In the entries below, how many lines hold the string "highway"? Answer with the number only.

(Stored data entries)

********************

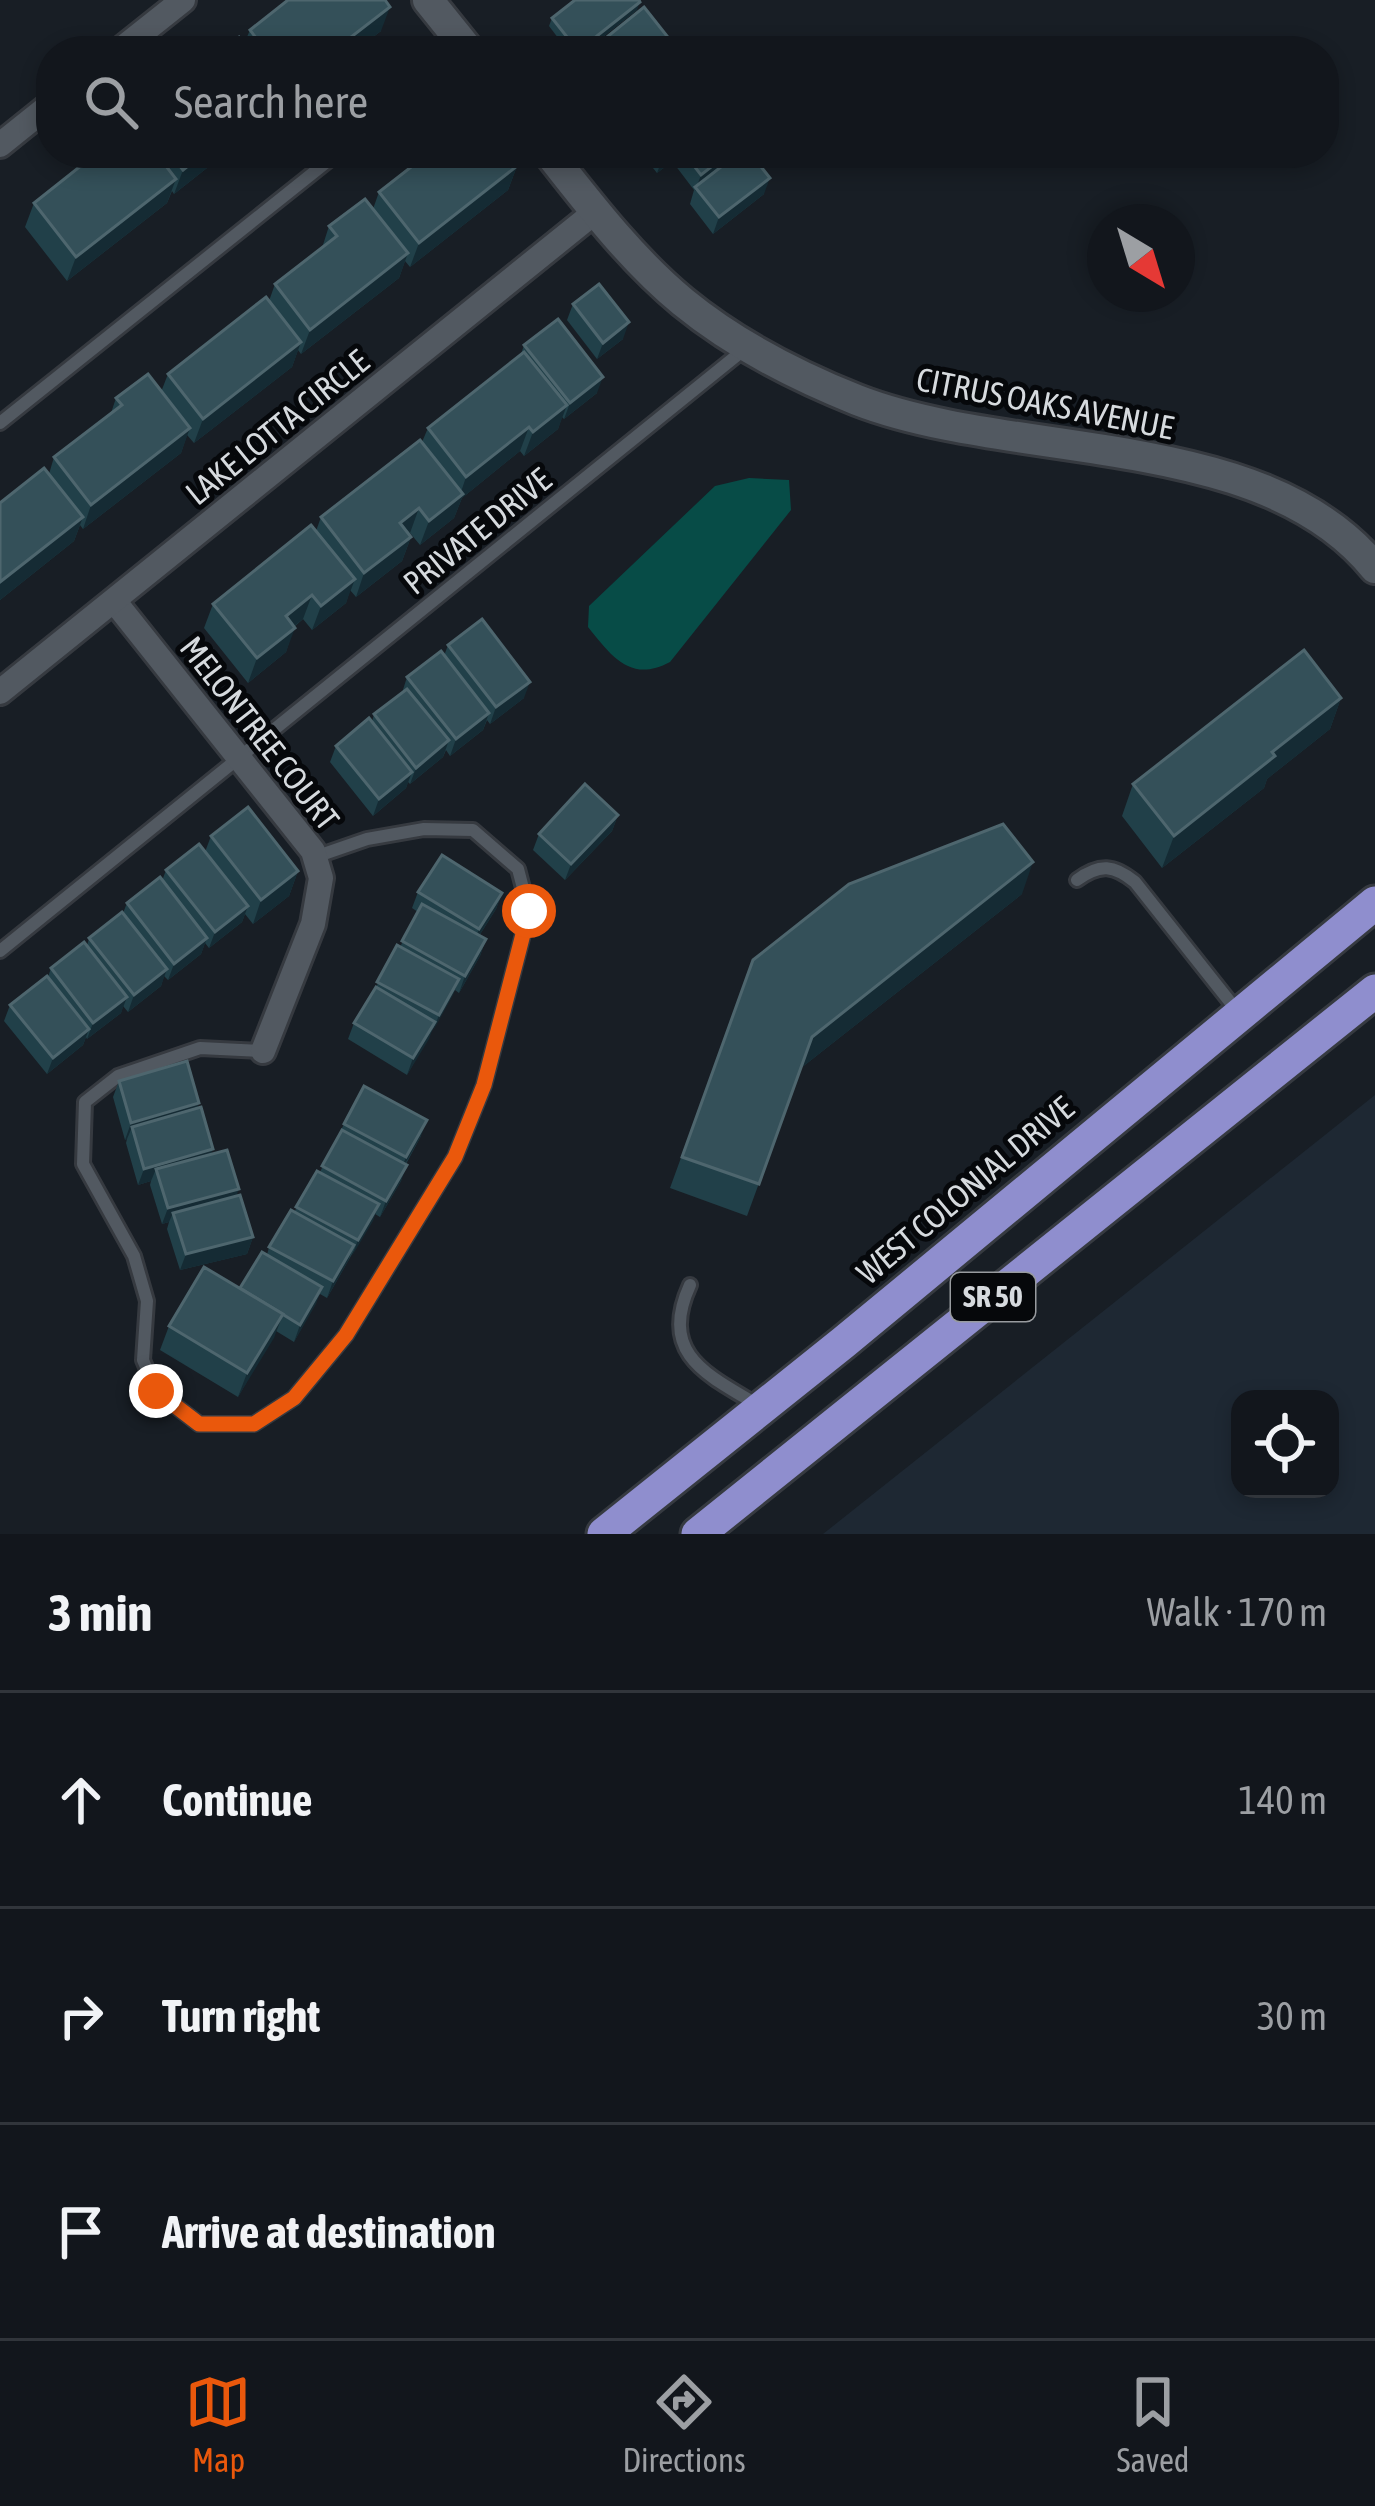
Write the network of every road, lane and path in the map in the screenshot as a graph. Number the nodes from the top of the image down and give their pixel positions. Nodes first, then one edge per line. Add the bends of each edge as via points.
1 (184, 0) edge
2 (428, 0) edge
3 (138, 36) edge
4 (456, 36) edge
5 (36, 116) edge
6 (0, 145) edge
7 (319, 168) edge
8 (561, 168) edge
9 (595, 212) junction
10 (747, 347) junction
11 (0, 423) edge
12 (1375, 568) edge
13 (115, 602) junction
14 (0, 692) edge
15 (241, 757) junction
16 (315, 857) junction
17 (1077, 880) dead end
18 (1375, 903) edge
19 (0, 951) edge
20 (1375, 991) edge
21 (1239, 1013) junction
22 (263, 1051) joint
23 (690, 1285) dead end
24 (762, 1408) junction
25 (604, 1534) edge
26 (698, 1534) edge

1 - 3 street
2 - 4 street
5 - 6 street
7 - 11 lane
8 - 9 street, CITRUS OAKS AVENUE
9 - 10 street, CITRUS OAKS AVENUE via 682,301
9 - 13 street, LAKE LOTTA CIRCLE
10 - 12 street, CITRUS OAKS AVENUE via 857,400 952,428 1145,457 1244,482 1313,511
10 - 15 lane, PRIVATE DRIVE
13 - 14 street, LAKE LOTTA CIRCLE
13 - 15 street, MELONTREE COURT
15 - 16 street, MELONTREE COURT
15 - 19 lane, PRIVATE DRIVE
16 - 22 street, MELONTREE COURT via 313,924
16 - 22 lane via 424,829 472,830 518,868 529,911 484,1085 455,1157 346,1335 294,1398 254,1424 199,1424 156,1391 142,1360 147,1301 134,1256 83,1164 85,1102 118,1076 200,1048
17 - 21 lane via 1096,868 1118,868
18 - 21 highway, WEST COLONIAL DRIVE / SR 50
20 - 26 highway, SR 50
21 - 24 highway, WEST COLONIAL DRIVE / SR 50
23 - 24 lane via 678,1331 685,1350 708,1375
24 - 25 highway, WEST COLONIAL DRIVE / SR 50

********************

* [ANSWER TO THIS TASK] 4